_What the exercise asks_
Based on the listing below, report how many lines contain the word "Avenue". Nothing but the number, please.

_Data shown_
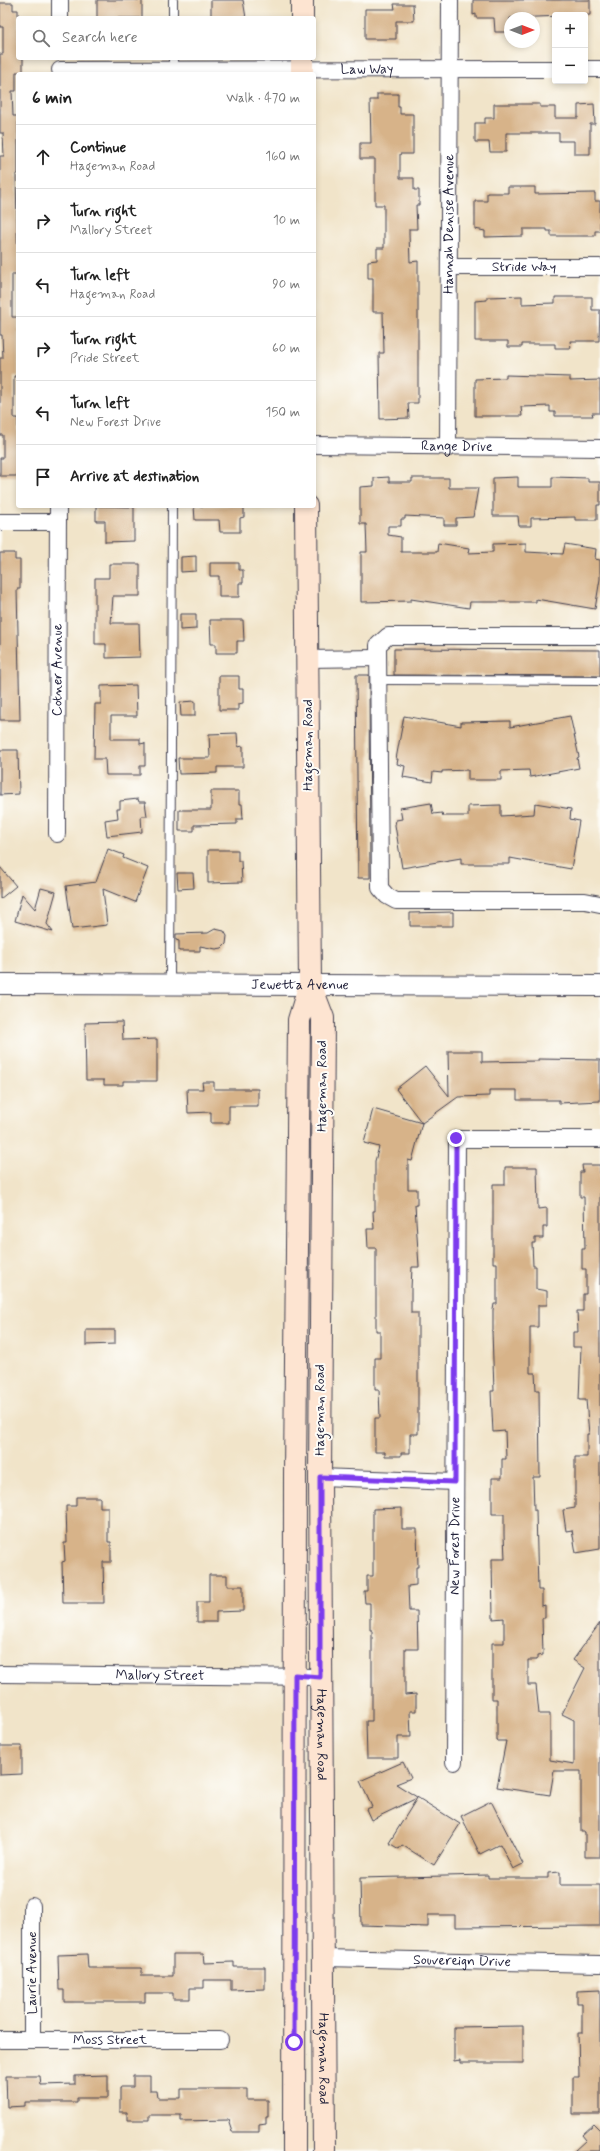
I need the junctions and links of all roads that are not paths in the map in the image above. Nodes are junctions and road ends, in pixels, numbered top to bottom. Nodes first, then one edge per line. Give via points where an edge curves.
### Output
1 (60, 0) edge
2 (174, 0) edge
3 (302, 0) edge
4 (450, 0) edge
5 (60, 16) edge
6 (173, 16) edge
7 (302, 16) edge
8 (60, 67) edge
9 (173, 67) edge
10 (302, 67) edge
11 (450, 68) junction
12 (552, 69) edge
13 (588, 69) edge
14 (600, 69) edge
15 (449, 267) junction
16 (600, 267) edge
17 (316, 445) edge
18 (448, 448) junction
19 (600, 448) edge
20 (172, 508) edge
21 (306, 508) edge
22 (58, 514) edge
23 (0, 522) edge
24 (600, 636) edge
25 (378, 658) junction
26 (307, 660) junction
27 (379, 680) junction
28 (600, 681) edge
29 (57, 834) dead end
30 (600, 904) edge
31 (0, 984) edge
32 (170, 984) junction
33 (310, 984) junction
34 (600, 986) edge
35 (600, 1139) edge
36 (320, 1477) junction
37 (455, 1482) junction
38 (0, 1674) edge
39 (295, 1675) junction
40 (320, 1677) junction
41 (454, 1762) dead end
42 (295, 1831) junction
43 (32, 1906) dead end
44 (324, 1958) junction
45 (600, 1964) edge
46 (0, 2040) edge
47 (32, 2040) junction
48 (220, 2040) dead end
49 (294, 2151) edge
50 (324, 2151) edge

1 - 5 street
2 - 6 lane
3 - 7 main road
4 - 11 street, Hannah Denise Avenue
8 - 9 street, Law Way
9 - 10 street, Law Way
10 - 11 street, Law Way
11 - 12 street, Law Way
11 - 15 street, Hannah Denise Avenue
13 - 14 street
15 - 16 street, Stride Way
15 - 18 street, Hannah Denise Avenue
17 - 18 street, Range Drive
18 - 19 street, Range Drive
20 - 32 lane
21 - 26 main road, Hageman Road
22 - 23 street
22 - 29 street, Cotner Avenue
24 - 25 street via 388,636 378,645
25 - 26 street
25 - 27 street
26 - 33 main road, Hageman Road
27 - 28 lane
27 - 30 street via 380,888 386,896 396,901 585,901
31 - 32 street, Jewetta Avenue
32 - 33 street, Jewetta Avenue
33 - 34 street, Jewetta Avenue
33 - 36 main road, Hageman Road via 323,1018
33 - 39 main road, Hageman Road via 299,1020
35 - 37 street, New Forest Drive via 456,1138
36 - 37 street
36 - 40 main road, Hageman Road
37 - 41 street, New Forest Drive
38 - 39 street, Mallory Street
39 - 40 street, Mallory Street
39 - 42 main road, Hageman Road
40 - 44 main road, Hageman Road
42 - 44 main road via 307,1874 308,1942
42 - 49 main road, Hageman Road
43 - 47 street, Laurie Avenue
44 - 45 street, Souvereign Drive
44 - 50 main road, Hageman Road
46 - 47 street, Moss Street
47 - 48 street, Moss Street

_Answer to this problem_
8